TASK TO CARRY OUT
From the entries below, copy every line that has the word "edges".

DATA
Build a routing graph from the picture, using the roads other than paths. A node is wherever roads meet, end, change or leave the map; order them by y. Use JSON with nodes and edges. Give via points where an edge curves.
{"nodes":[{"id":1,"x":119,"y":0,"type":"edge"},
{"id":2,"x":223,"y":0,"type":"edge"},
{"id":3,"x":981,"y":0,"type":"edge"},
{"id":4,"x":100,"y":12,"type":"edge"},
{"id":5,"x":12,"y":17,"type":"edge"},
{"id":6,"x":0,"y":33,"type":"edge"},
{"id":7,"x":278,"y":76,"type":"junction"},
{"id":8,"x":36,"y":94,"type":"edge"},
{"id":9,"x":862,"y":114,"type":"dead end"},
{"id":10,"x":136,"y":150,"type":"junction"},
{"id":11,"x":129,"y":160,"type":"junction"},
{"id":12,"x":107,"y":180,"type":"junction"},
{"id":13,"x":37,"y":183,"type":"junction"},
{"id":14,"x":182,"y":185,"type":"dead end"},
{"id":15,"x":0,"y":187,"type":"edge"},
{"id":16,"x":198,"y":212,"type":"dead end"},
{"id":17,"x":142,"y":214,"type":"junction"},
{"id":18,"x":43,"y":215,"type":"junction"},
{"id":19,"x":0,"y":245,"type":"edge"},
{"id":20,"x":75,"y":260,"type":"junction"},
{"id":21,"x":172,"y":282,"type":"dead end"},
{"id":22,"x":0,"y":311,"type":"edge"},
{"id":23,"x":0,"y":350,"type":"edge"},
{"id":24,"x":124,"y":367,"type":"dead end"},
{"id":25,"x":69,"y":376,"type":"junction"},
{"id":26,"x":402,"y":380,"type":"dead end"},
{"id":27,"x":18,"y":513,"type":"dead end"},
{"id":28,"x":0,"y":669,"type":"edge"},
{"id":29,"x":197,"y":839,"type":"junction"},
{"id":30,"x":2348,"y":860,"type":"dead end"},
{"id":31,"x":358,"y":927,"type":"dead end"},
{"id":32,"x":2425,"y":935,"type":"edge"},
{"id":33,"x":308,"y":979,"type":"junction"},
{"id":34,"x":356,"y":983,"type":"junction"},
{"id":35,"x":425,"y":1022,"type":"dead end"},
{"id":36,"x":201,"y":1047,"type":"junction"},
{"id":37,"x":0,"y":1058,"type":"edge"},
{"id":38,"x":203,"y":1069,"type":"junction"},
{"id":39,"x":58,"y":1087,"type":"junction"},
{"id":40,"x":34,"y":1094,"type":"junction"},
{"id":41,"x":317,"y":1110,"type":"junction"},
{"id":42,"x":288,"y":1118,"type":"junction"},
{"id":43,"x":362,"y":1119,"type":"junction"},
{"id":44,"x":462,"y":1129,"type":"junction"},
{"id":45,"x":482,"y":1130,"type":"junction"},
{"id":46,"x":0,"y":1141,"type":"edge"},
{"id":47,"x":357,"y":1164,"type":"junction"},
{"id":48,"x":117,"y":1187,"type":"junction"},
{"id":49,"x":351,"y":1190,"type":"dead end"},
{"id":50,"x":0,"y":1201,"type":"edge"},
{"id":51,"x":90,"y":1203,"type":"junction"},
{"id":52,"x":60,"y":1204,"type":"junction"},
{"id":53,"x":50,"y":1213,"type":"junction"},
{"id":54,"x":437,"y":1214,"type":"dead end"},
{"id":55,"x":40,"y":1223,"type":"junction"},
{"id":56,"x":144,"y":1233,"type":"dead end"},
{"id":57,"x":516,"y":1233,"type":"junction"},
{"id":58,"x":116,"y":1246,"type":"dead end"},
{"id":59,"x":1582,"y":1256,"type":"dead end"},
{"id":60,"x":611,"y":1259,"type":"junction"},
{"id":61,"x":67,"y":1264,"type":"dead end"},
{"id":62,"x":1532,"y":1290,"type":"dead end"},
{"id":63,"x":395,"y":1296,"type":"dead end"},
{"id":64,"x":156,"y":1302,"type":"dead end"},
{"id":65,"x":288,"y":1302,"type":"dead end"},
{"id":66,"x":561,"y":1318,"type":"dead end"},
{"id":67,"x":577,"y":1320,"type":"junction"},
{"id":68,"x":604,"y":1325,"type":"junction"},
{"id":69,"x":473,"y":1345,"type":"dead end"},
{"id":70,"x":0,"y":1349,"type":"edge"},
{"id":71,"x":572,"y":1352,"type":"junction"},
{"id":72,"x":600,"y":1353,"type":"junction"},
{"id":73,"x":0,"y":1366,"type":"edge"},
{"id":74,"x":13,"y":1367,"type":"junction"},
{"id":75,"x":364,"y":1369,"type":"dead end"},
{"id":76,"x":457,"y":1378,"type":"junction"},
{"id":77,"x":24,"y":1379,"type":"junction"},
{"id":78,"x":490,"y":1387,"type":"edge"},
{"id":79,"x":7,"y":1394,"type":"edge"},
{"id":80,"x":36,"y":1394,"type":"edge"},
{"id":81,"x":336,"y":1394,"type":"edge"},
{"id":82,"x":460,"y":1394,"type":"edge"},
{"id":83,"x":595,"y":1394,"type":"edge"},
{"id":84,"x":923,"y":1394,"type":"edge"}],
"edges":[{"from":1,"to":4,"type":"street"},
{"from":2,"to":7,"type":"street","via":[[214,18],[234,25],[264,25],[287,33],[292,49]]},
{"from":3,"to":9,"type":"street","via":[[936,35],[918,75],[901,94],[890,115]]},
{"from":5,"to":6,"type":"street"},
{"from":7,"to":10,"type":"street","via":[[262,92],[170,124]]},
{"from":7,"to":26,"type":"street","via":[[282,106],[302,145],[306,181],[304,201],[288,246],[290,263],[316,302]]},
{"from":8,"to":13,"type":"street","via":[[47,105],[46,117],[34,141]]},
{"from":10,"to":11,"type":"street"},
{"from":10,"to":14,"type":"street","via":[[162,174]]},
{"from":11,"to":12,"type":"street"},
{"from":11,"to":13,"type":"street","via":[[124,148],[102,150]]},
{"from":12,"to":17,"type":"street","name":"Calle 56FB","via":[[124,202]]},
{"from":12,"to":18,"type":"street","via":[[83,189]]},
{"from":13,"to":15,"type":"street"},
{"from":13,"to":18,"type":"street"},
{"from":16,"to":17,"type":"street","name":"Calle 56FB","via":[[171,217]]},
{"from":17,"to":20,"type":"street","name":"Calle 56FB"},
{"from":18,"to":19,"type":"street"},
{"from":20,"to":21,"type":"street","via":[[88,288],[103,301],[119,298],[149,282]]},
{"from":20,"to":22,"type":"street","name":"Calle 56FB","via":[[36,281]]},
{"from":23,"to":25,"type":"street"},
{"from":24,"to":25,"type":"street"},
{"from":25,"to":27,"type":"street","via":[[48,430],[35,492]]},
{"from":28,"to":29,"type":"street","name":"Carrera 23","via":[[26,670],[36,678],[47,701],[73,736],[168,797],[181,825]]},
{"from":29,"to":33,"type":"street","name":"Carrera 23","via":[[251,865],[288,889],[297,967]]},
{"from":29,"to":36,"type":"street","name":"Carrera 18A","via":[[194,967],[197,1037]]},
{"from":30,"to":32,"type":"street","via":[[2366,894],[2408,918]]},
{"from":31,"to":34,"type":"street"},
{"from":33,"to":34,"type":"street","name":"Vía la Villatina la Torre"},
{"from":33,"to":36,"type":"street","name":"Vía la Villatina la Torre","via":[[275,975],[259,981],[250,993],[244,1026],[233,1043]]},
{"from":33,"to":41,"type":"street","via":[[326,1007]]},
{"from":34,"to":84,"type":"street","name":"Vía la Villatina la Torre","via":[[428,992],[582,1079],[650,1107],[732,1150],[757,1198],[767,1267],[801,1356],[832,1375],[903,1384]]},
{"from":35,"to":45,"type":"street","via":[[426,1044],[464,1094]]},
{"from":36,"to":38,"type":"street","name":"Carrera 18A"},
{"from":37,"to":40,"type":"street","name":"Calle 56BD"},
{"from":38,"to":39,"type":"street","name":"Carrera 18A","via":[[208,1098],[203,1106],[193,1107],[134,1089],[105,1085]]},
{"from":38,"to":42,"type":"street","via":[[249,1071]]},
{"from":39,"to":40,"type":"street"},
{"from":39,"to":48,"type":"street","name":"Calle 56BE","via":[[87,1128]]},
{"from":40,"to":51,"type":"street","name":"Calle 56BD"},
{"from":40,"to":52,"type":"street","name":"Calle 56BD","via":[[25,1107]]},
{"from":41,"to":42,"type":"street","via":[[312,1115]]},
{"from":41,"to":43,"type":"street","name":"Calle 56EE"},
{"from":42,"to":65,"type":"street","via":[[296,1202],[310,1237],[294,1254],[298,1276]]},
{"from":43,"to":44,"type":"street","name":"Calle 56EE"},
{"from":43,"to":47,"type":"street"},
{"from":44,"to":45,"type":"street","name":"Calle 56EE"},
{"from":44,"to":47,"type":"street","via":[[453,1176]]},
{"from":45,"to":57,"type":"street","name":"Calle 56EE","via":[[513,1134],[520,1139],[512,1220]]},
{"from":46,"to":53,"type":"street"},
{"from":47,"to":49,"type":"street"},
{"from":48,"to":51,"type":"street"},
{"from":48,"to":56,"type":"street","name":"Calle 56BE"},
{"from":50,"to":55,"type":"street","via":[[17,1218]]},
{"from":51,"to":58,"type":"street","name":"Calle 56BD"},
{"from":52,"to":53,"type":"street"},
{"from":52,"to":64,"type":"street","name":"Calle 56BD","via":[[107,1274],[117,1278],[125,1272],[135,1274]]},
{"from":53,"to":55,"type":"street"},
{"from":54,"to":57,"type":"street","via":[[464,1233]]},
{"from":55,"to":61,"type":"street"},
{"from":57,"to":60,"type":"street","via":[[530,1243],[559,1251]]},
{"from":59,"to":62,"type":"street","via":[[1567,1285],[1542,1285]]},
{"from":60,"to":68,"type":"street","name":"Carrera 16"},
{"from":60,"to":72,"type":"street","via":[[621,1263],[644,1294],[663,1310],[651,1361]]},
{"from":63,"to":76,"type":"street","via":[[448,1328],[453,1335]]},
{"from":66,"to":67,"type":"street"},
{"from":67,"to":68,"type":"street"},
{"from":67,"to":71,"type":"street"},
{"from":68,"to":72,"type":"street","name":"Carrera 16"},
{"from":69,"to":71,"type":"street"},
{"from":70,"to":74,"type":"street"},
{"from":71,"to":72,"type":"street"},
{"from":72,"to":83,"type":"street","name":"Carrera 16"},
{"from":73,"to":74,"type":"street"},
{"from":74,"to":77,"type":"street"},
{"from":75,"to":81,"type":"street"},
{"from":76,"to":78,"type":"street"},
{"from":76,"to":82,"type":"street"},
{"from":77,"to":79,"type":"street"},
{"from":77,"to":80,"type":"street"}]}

RESPONSE TO THIS EXERCISE
Build a routing graph from the picture, using the roads other than paths. A node is wherever roads meet, end, change or leave the map; order them by y. Use JSON with nodes and edges. Give via points where an edge curves.
"edges":[{"from":1,"to":4,"type":"street"},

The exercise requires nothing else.